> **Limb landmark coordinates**
##############################

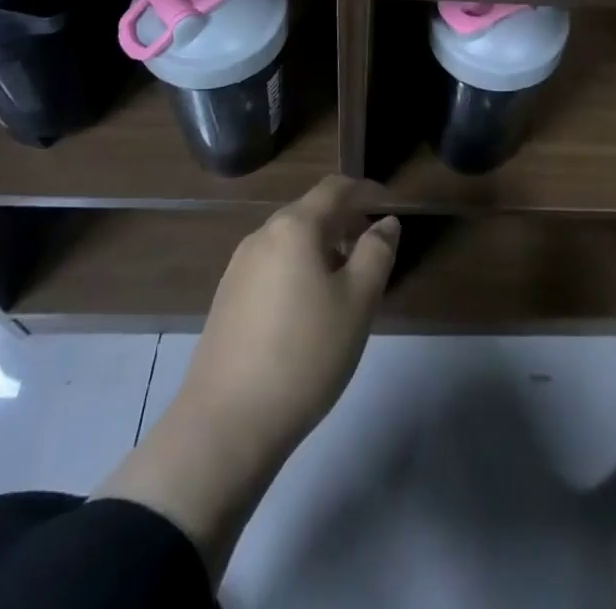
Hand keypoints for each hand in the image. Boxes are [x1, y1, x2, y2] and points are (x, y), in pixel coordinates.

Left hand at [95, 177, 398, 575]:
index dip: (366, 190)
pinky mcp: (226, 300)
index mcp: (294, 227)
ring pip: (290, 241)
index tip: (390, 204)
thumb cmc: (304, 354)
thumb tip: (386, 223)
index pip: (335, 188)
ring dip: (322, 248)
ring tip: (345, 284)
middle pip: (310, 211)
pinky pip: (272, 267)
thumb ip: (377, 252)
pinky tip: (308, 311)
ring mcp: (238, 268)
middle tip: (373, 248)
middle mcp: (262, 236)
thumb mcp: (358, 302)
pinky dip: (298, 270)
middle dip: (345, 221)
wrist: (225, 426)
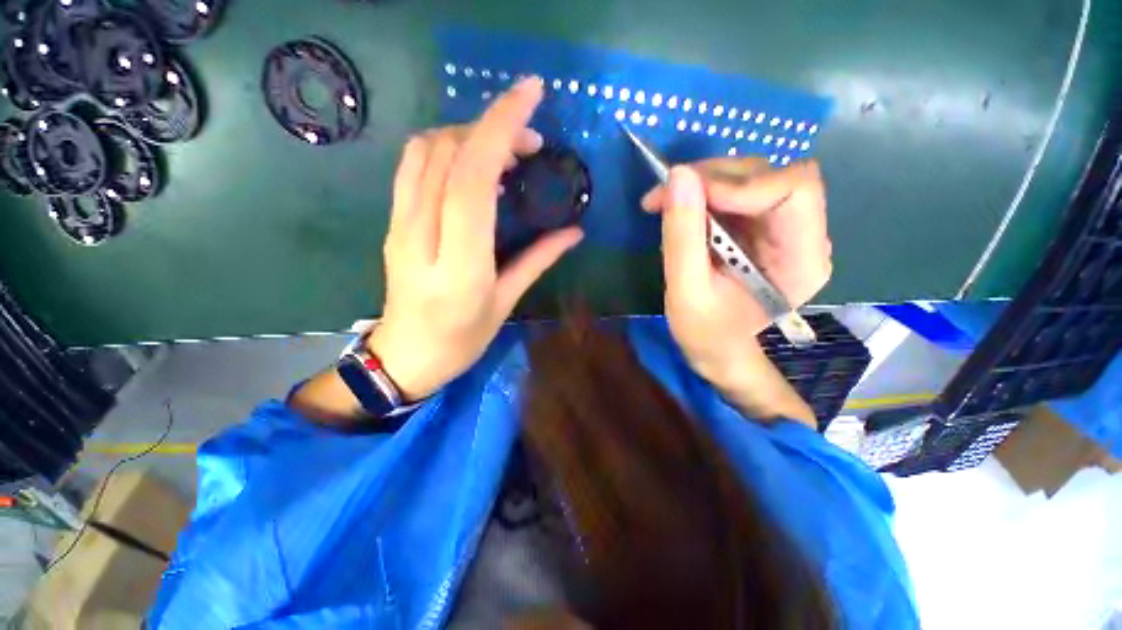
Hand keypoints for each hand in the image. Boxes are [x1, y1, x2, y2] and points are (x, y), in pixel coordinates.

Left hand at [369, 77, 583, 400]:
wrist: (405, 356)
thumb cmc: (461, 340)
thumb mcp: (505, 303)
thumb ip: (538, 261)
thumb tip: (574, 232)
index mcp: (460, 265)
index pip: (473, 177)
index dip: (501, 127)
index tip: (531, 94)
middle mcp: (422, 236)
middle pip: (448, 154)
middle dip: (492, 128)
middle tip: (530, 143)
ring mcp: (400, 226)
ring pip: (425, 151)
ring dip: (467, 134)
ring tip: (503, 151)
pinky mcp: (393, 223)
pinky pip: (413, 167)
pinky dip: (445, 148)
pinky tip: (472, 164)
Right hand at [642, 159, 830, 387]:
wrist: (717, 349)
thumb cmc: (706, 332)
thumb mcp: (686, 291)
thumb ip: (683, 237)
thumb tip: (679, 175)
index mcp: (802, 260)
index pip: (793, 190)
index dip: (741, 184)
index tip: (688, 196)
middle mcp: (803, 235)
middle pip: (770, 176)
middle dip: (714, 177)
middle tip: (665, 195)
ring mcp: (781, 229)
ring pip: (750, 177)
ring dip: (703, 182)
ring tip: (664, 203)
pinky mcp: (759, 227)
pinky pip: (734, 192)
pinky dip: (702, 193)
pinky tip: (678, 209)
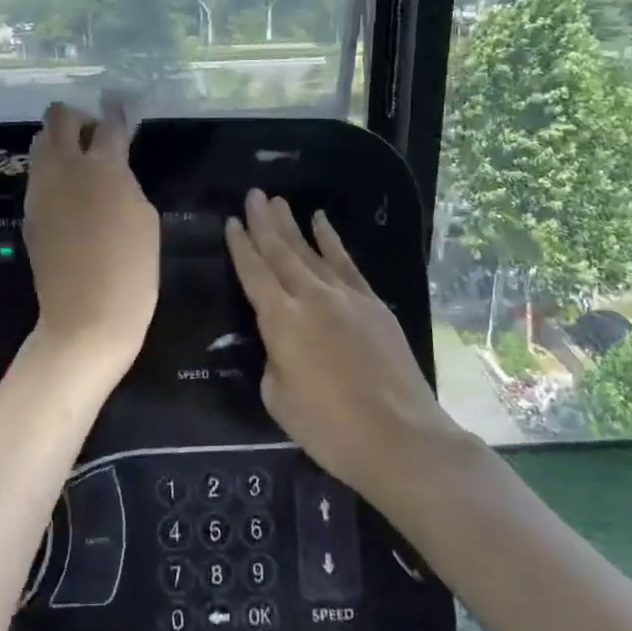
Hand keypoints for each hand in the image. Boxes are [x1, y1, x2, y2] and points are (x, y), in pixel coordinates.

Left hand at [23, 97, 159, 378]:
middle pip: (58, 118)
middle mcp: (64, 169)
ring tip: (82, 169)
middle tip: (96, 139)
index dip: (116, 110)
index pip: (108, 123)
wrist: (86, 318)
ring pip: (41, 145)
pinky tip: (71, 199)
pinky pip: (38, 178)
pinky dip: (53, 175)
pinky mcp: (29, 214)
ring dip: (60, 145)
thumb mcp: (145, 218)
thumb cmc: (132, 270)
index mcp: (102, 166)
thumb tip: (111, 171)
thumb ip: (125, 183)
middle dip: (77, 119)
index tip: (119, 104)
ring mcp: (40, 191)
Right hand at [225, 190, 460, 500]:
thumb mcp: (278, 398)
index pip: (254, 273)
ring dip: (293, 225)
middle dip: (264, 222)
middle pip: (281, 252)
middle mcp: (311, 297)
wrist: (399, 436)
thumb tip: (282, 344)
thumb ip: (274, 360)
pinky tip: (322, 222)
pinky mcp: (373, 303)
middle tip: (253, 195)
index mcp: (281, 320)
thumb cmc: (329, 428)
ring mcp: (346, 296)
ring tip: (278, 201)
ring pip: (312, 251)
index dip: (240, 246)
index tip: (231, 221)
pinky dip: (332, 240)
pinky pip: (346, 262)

##############################

> **Work request**
In the data above, retype exactly and only the lines between the one holding "ring dip: (467, 134)" and the one holding "index dip: (741, 184)", inclusive.

> **The answer**
ring dip: (467, 134)
ring tip: (503, 151)
pinky mcp: (393, 223)
pinky pip: (413, 167)
pinky dip: (445, 148)
pinky tip: (472, 164)
Right hand at [642, 159, 830, 387]:
wrist: (717, 349)
thumb cmc: (706, 332)
thumb mcp: (686, 291)
thumb ip: (683, 237)
thumb tip: (679, 175)
index mcp: (802, 260)
index pip: (793, 190)
index dip: (741, 184)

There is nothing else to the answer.